Now, the main thrust of MOS generally follows a third person perspective approach, frequently modelled on the natural sciences, trying to produce and analyse models and data that can stand the test of hard sciences. Yet, if we try to really understand what is going on in organizational life, in managerial action, and in the fabrication, change, and devolution of institutions, we quickly realize that we cannot simply do away with the embodied inside, with the first person perspective. Organizations would be ‘dead structures’, devoid of any action without the acting subjects as centres of experience: It is their motivational energy—it is their hopes and fears, aspirations and inclinations, perceptions and affections—that ultimately serves as the motor and fuel of institutional life. Hence, we need some sort of hermeneutical or phenomenological reconstruction of these hopes and fears, attractions and repulsions if we want to fully capture the inner logics of organizations; not just of how they work, but also of where, when, and how they fail to work properly.

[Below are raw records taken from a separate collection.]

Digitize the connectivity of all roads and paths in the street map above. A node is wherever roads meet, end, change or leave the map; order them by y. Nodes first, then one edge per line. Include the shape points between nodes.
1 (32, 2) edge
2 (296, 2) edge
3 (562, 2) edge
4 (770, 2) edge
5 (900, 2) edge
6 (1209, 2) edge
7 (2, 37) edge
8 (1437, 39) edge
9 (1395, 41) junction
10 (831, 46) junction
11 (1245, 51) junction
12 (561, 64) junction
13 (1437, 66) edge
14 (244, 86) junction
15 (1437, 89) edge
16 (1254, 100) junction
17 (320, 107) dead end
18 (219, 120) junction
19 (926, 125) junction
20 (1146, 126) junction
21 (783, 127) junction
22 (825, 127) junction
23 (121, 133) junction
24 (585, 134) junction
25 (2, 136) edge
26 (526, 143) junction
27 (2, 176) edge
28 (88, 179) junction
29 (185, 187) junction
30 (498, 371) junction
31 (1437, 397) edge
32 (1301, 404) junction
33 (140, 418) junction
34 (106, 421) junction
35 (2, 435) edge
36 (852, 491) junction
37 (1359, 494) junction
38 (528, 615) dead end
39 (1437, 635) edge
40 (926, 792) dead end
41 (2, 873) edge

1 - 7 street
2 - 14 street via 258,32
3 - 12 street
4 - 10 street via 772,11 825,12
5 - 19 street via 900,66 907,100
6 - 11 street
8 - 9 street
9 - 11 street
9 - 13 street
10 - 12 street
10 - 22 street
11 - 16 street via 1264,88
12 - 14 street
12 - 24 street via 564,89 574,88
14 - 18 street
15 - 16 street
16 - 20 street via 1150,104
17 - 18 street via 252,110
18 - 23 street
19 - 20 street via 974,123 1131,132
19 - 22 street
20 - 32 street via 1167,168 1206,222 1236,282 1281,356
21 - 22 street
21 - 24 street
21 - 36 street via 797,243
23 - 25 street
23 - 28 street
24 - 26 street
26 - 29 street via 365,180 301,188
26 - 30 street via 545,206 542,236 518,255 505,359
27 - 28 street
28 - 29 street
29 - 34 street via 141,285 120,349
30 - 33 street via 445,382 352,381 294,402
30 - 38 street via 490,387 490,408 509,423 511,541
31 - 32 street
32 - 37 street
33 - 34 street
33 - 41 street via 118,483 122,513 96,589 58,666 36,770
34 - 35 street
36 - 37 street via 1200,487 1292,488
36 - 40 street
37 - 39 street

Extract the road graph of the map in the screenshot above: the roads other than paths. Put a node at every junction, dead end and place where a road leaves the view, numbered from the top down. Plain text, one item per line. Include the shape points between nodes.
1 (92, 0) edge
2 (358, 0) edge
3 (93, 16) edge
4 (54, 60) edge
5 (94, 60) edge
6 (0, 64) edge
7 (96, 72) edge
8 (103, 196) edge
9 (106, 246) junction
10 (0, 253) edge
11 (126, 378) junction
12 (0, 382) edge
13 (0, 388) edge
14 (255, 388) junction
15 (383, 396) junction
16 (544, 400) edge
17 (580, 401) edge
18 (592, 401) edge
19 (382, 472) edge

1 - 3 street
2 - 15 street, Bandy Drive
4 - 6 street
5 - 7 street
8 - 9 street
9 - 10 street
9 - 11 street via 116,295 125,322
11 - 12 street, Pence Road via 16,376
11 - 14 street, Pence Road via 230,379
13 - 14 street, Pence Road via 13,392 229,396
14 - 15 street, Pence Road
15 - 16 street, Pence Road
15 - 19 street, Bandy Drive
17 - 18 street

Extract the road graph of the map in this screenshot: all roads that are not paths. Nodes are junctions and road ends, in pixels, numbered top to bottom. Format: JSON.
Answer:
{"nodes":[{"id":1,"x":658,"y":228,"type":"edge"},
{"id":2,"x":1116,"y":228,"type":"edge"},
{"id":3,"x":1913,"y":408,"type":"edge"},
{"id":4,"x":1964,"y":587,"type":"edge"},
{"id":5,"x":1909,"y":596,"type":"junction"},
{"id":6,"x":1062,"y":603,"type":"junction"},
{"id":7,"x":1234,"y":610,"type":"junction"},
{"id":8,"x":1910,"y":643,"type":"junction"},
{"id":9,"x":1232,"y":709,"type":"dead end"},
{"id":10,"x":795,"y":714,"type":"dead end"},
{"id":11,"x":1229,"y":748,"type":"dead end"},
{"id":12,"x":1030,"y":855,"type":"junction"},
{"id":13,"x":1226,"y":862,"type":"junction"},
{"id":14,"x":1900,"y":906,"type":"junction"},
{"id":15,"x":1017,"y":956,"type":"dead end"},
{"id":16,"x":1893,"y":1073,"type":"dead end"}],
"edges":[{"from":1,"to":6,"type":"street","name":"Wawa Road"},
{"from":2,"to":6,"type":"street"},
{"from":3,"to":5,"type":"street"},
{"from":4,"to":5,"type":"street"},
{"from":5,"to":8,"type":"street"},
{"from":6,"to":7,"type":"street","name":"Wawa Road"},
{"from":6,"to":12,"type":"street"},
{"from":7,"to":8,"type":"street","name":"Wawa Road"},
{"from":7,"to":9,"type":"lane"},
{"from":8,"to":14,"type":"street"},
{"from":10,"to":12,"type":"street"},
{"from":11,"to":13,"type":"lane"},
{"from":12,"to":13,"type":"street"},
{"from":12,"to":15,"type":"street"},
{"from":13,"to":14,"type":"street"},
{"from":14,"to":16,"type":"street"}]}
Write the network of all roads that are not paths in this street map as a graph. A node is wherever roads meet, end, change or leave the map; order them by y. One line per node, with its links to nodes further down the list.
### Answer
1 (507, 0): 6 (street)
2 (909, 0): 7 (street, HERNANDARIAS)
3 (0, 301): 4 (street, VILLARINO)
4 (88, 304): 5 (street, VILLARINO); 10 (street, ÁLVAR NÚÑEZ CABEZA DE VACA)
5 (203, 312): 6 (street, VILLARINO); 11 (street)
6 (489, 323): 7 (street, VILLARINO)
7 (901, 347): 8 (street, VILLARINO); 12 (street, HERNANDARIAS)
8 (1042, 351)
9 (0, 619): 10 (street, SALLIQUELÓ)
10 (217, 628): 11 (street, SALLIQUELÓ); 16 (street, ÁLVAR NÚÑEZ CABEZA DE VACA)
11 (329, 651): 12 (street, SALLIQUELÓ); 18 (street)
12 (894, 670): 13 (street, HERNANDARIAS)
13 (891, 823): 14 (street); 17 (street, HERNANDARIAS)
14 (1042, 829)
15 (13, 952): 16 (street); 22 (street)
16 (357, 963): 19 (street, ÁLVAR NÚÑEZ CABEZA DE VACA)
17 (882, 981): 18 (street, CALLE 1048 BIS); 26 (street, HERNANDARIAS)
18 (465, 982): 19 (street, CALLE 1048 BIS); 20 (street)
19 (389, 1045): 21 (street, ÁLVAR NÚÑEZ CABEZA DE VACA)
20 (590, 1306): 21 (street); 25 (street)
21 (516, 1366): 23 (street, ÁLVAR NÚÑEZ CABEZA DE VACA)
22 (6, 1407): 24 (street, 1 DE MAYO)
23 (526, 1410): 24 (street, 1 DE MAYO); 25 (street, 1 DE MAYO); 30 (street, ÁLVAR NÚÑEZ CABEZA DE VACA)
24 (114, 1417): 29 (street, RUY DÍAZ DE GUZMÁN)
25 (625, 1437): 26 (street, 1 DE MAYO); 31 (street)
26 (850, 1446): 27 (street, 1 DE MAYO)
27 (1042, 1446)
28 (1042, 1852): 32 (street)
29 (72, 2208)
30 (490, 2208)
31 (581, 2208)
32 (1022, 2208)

Alas, as every sociologist will be quick to point out: it would be completely wrong to rely on the inside, on agents’ intentional, motivational, and affective stance and states alone, because we know by now pretty well that these states and stances are strongly influenced, shaped, and moulded by organizational rules, routines, and processes, by institutionalized expectations and temporalities, etc. Hence, what is needed is a form of ‘perspectival dualism’ (to borrow a term from Nancy Fraser1) that allows us to go about organizations from both sides simultaneously. In this way, we can gain valid insights into the multiple, embodied, and material as well as cognitional and intellectual forms in which the inside and the outside shape, mould, and transform each other. Such insights are all the more called for in times of heightened social acceleration and progressive digitalization, when steady organizational transformation has become an institutionalized requirement.

It is important to note here that this dualism is perspectival, it does not contradict the phenomenological insight, stressed by the editors in their introduction to this volume, that the strict separation between an inside and an outside world is itself highly questionable. Quite the contrary, it is only when we realize that both perspectives ultimately need to be integrated into one account of ‘the world’, or of social life, that we become capable of reconstructing the myriad ways in which what is perceived as the inside and the outside resonate with and thus mutually co-constitute each other.

By consequence, what is dearly needed in Management and Organizational Studies are approaches that put phenomenologies to work within and for the analysis of organizational life and formation. The most difficult challenge thereby is the task to transform philosophical ideas and concepts into workable instruments to actually embark on empirical analyses; the task to develop something akin to an empirical phenomenological methodology for the social sciences. This Handbook does not claim to be a unified textbook for such empirical research. But it opens up a most impressive and most inspiring multiplicity of routes to get there; it provides ample evidence for the enormous fertility of phenomenological approaches to MOS, and for the power of phenomenological approaches to gain new insights into the ‘inner’ logics of organizational life. The book makes it beautifully clear that phenomenology as a method is not about taking subjective experience as rock bottom evidence, but as contextual evidence the validity of which can be assessed by detracting the ‘merely subjective’ from the more generalizable elements of such experience. Thus in the end, after reading through the multifaceted texts assembled here, it turns out that there could hardly be a more suitable field to explore the need and the possibility of connecting the two perspectives, the inside and the outside of social life, than the study of Management and Organization.

Notes
1

Fraser coins the term for a quite different context, i.e. in the debate with Axel Honneth where she seeks to combine the claim for redistribution with the struggle for recognition (Nancy Fraser and Axel Honneth, Redistribution of Recognition? A Political-Philosophical Exchange, London: Verso 2004, pp. 63−6).